The flaw allows an unauthenticated attacker with network access to the management interface to trigger specific PHP scripts. The real danger here isn't the vulnerability in isolation; it’s how attackers are using it. We’ve seen evidence of threat actors chaining this bug with two older vulnerabilities—CVE-2024-9474 and CVE-2025-0111—to escalate their impact. It’s a classic "death by a thousand cuts" scenario where several smaller flaws add up to a full system compromise.
Vulnerability Impact Summary
| Vulnerability ID | Primary Impact | CVSS Score |
|---|---|---|
| CVE-2026-0257 | Unauthorized VPN access | 7.8 |
| CVE-2025-0108 | Management interface bypass | 5.1 |
How to Lock Down Your Environment
Patching is the non-negotiable first step. If you aren't on the latest version of PAN-OS or Prisma Access, you’re leaving the door wide open. But because these vulnerabilities are being actively weaponized, you need to go beyond just hitting the "update" button. You need to harden your configuration.
- Update Immediately: Get your instances to the latest vendor-provided versions. There is no workaround for the underlying code flaw.
- Restrict Management Access: For CVE-2025-0108, the best defense is to stop the management interface from being accessible to the public internet. Restrict access to trusted internal IP addresses only. If you need a refresher on how to do this, check out the official guidance on securing management access.
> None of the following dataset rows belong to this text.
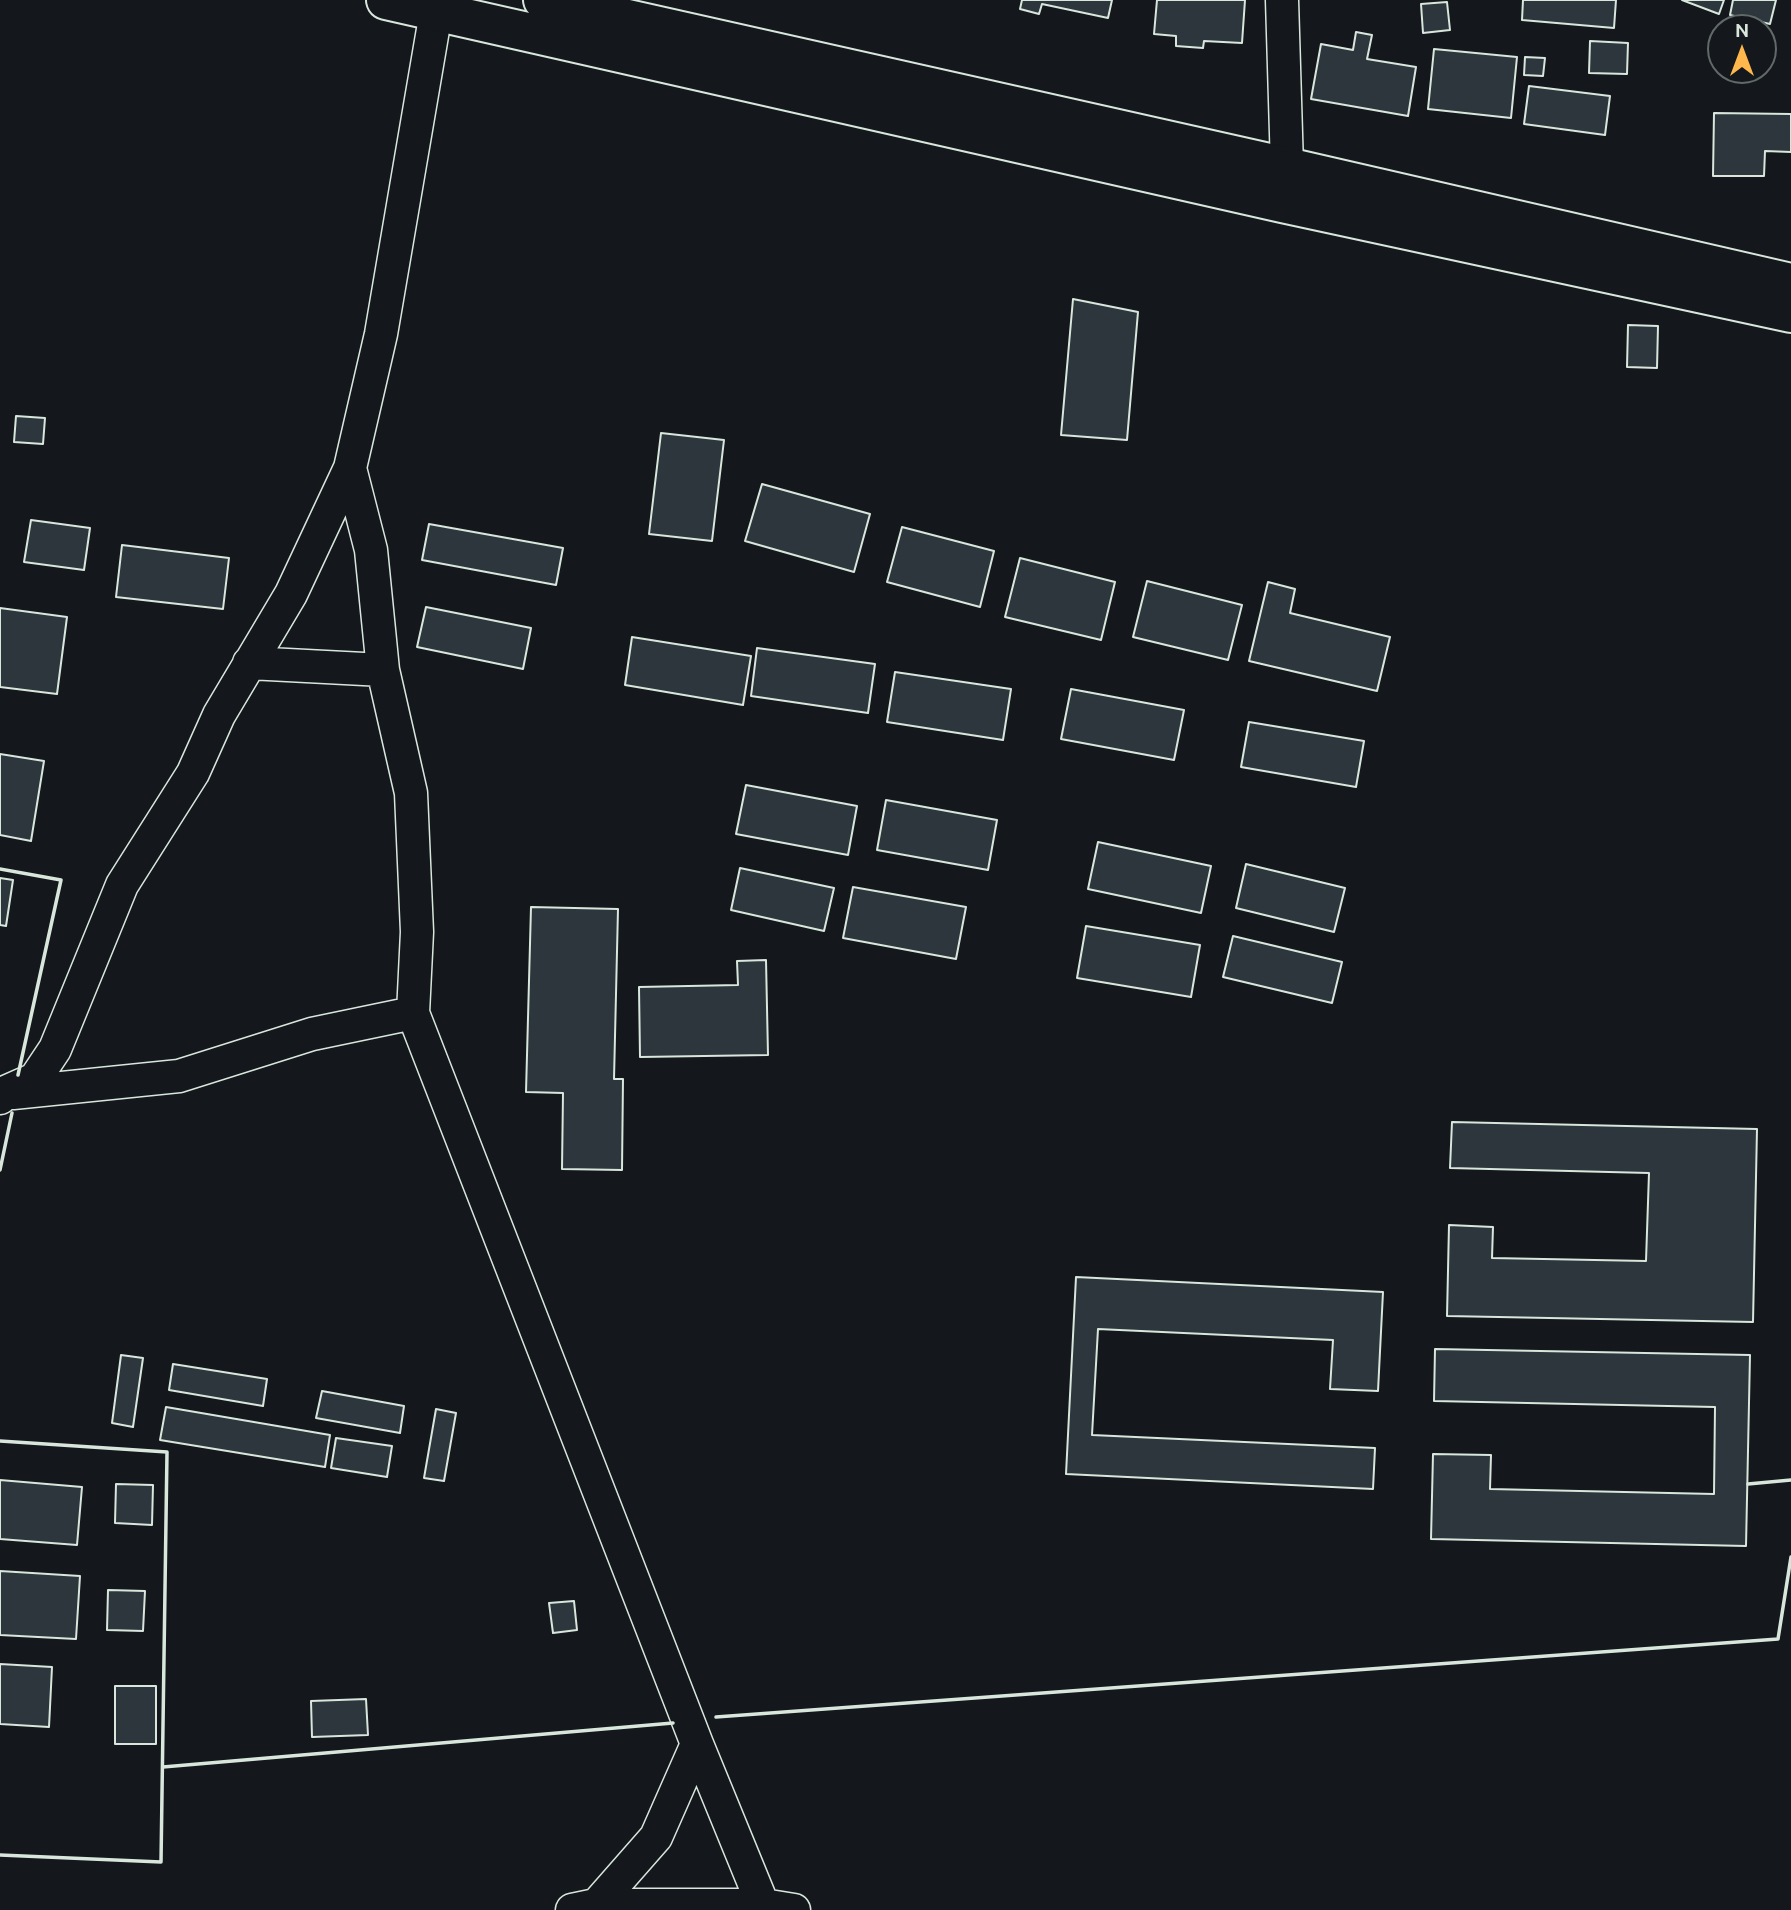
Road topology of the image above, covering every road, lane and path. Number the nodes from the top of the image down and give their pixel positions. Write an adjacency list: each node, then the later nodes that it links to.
1 (386, 0): 4 (main road)
2 (543, 0): 5 (main road)
3 (1282, 0): 5 (street)
4 (436, 12): 7 (main road); 8 (street)
5 (1287, 167): 6 (main road)
6 (1791, 283)
7 (1791, 313)
8 (350, 468): 9 (street); 10 (street)
9 (249, 663): 10 (street); 12 (street)
10 (383, 670): 11 (street)
11 (413, 1013): 12 (street); 13 (street)
12 (1, 1096)
13 (697, 1744): 14 (street); 15 (street)
14 (587, 1908): 15 (street)
15 (764, 1908): 16 (street)
16 (794, 1910)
- Audit GlobalProtect: Take a hard look at your portal and gateway settings. Ensure your authentication override cookies are following security best practices and that your certificate configurations aren't creating an unintentional bypass vector.
- Watch the Logs: Your security team should be hunting for unusual PHP script calls on the management interface. If you have legacy vulnerabilities like CVE-2024-9474 or CVE-2025-0111 still lingering in your environment, you are a prime target for these chained attacks.
The CVSS v4.0 framework highlights just how critical this is. When active exploitation is confirmed, the clock is ticking. The combination of unauthenticated access and the ability to execute scripts on management interfaces is a recipe for a total infrastructure collapse.
Keep a close eye on the Palo Alto Networks security portal. This is a fluid situation, and as the investigation into these campaigns continues, more guidance will likely emerge. Don't wait for a breach notification to take action—secure your perimeter now.